━━ EXTRACTED RECORDS
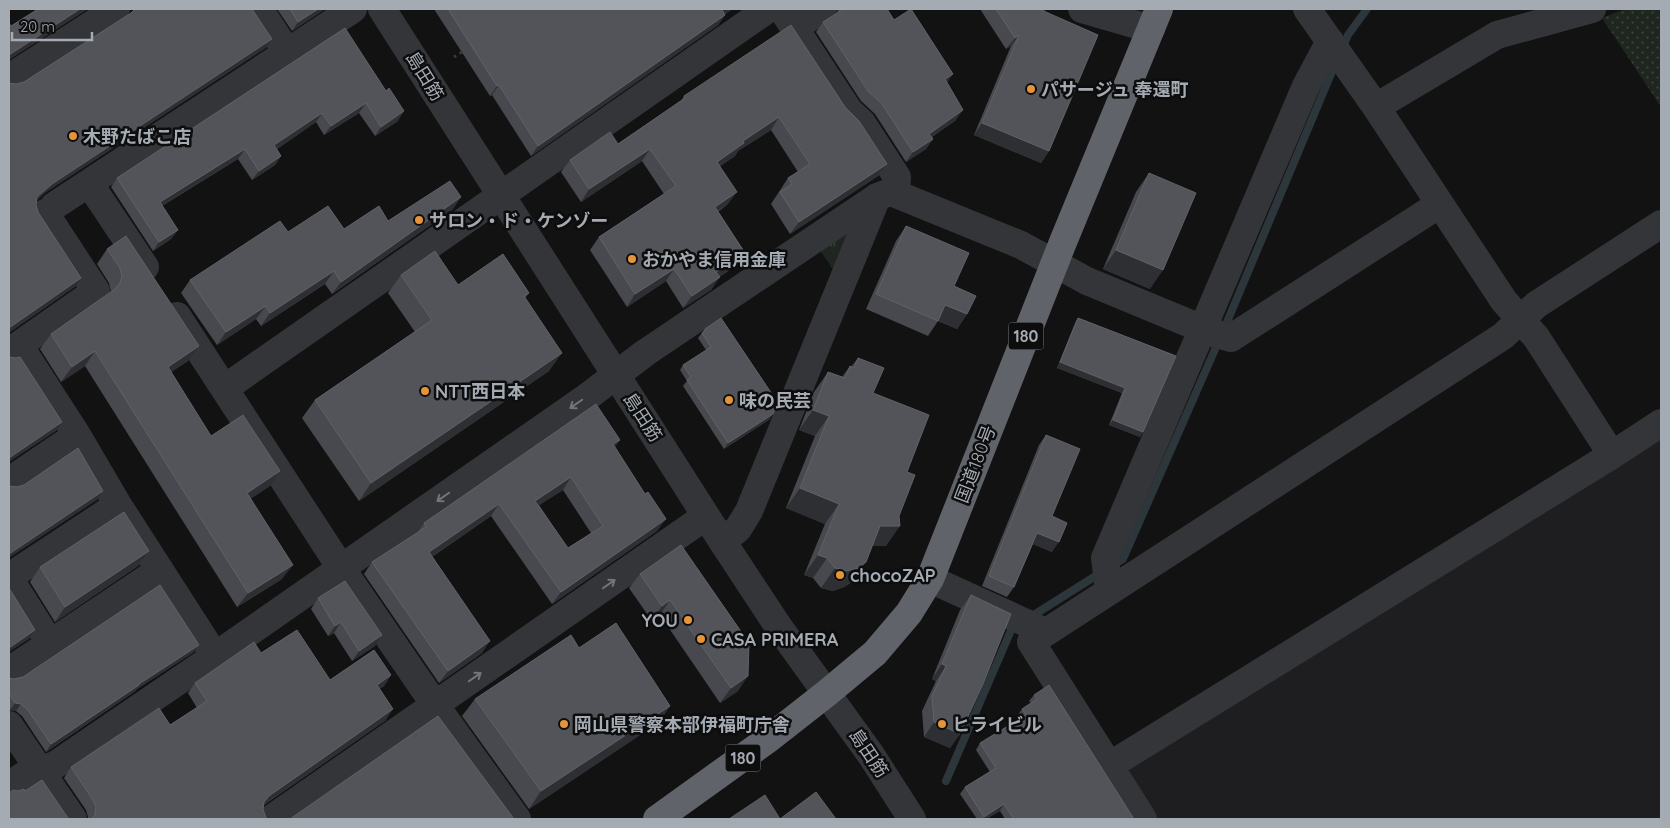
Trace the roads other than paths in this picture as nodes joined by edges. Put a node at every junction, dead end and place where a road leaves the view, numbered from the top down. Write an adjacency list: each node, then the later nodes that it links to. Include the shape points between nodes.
1 (116, 9): 14 (street)
2 (259, 9): 13 (street)
3 (354, 9): 13 (street)
4 (382, 9): 17 (street, 島田筋)
5 (768, 9): 17 (street)
6 (823, 9): 10 (street)
7 (1082, 9): 11 (street)
8 (1307, 9): 12 (street)
9 (1592, 9): 15 (street, via 1497,35)
10 (788, 18): 18 (street, via 897,177)
11 (1155, 19): 21 (highway, 国道180号 / 180)
12 (1337, 50): 15 (street); 23 (street, via 1306,86)
13 (288, 52): 16 (street)
14 (9, 78)
15 (1376, 107): 19 (street)
16 (89, 183): 24 (street, via 49,210 96,291); 26 (street)
17 (501, 196): 25 (street, 島田筋); 26 (street)
18 (887, 196): 21 (street, via 1021,245); 25 (street, via 646,353); 33 (street, via 749,511 738,528)
19 (1440, 204): 22 (street, via 1504,301); 23 (street)
20 (1661, 224): 22 (street, via 1536,305)
21 (1054, 263): 23 (street, via 1087,281); 38 (highway, 国道180号 / 180)
22 (1520, 319): 29 (street, via 1536,337); 36 (street, via 1503,336)
23 (1215, 333): 36 (street)
24 (14, 348): 28 (street)
25 (616, 376): 32 (street, 島田筋); 34 (street, one-way to 34)
26 (225, 388): 34 (street)
27 (1661, 423): 29 (street)
28 (77, 435): 30 (street); 31 (street)
29 (1612, 455): 46 (street)
30 (12, 472)
31 (118, 505): 35 (street); 37 (street)
32 (706, 516): 33 (street, 島田筋); 44 (street, one-way to 32)
33 (722, 541): 43 (street, 島田筋)
34 (341, 568): 41 (street); 44 (street)
35 (160, 570): 40 (street); 41 (street)
36 (1107, 576): 39 (street)
37 (9, 578): 40 (street)
38 (930, 579): 39 (street); 43 (highway, 国道180号 / 180, via 910,613 874,653)
39 (1040, 630): 46 (street, via 1031,642)
40 (50, 643): 42 (street)
41 (215, 656): 47 (street, via 55,765)
42 (9, 671)
43 (827, 694): 49 (street, 島田筋); 53 (highway, 国道180号 / 180)
44 (435, 705): 51 (street); 52 (street)
45 (9, 725): 47 (street)
46 (1109, 766): 54 (street)
47 (40, 770): 48 (street); 50 (street)
48 (9, 786)
49 (911, 818)
50 (73, 819)
51 (271, 819)
52 (516, 819)
53 (657, 819)
54 (1143, 819)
━━━━
## WHAT TO WORK ON
Omit the pictures. Output every record above word for word.

## RESPONSE AREA
Trace the roads other than paths in this picture as nodes joined by edges. Put a node at every junction, dead end and place where a road leaves the view, numbered from the top down. Write an adjacency list: each node, then the later nodes that it links to. Include the shape points between nodes.
1 (116, 9): 14 (street)
2 (259, 9): 13 (street)
3 (354, 9): 13 (street)
4 (382, 9): 17 (street, 島田筋)
5 (768, 9): 17 (street)
6 (823, 9): 10 (street)
7 (1082, 9): 11 (street)
8 (1307, 9): 12 (street)
9 (1592, 9): 15 (street, via 1497,35)
10 (788, 18): 18 (street, via 897,177)
11 (1155, 19): 21 (highway, 国道180号 / 180)
12 (1337, 50): 15 (street); 23 (street, via 1306,86)
13 (288, 52): 16 (street)
14 (9, 78)
15 (1376, 107): 19 (street)
16 (89, 183): 24 (street, via 49,210 96,291); 26 (street)
17 (501, 196): 25 (street, 島田筋); 26 (street)
18 (887, 196): 21 (street, via 1021,245); 25 (street, via 646,353); 33 (street, via 749,511 738,528)
19 (1440, 204): 22 (street, via 1504,301); 23 (street)
20 (1661, 224): 22 (street, via 1536,305)
21 (1054, 263): 23 (street, via 1087,281); 38 (highway, 国道180号 / 180)
22 (1520, 319): 29 (street, via 1536,337); 36 (street, via 1503,336)
23 (1215, 333): 36 (street)
24 (14, 348): 28 (street)
25 (616, 376): 32 (street, 島田筋); 34 (street, one-way to 34)
26 (225, 388): 34 (street)
27 (1661, 423): 29 (street)
28 (77, 435): 30 (street); 31 (street)
29 (1612, 455): 46 (street)
30 (12, 472)
31 (118, 505): 35 (street); 37 (street)
32 (706, 516): 33 (street, 島田筋); 44 (street, one-way to 32)
33 (722, 541): 43 (street, 島田筋)
34 (341, 568): 41 (street); 44 (street)
35 (160, 570): 40 (street); 41 (street)
36 (1107, 576): 39 (street)
37 (9, 578): 40 (street)
38 (930, 579): 39 (street); 43 (highway, 国道180号 / 180, via 910,613 874,653)
39 (1040, 630): 46 (street, via 1031,642)
40 (50, 643): 42 (street)
41 (215, 656): 47 (street, via 55,765)
42 (9, 671)
43 (827, 694): 49 (street, 島田筋); 53 (highway, 国道180号 / 180)
44 (435, 705): 51 (street); 52 (street)
45 (9, 725): 47 (street)
46 (1109, 766): 54 (street)
47 (40, 770): 48 (street); 50 (street)
48 (9, 786)
49 (911, 818)
50 (73, 819)
51 (271, 819)
52 (516, 819)
53 (657, 819)
54 (1143, 819)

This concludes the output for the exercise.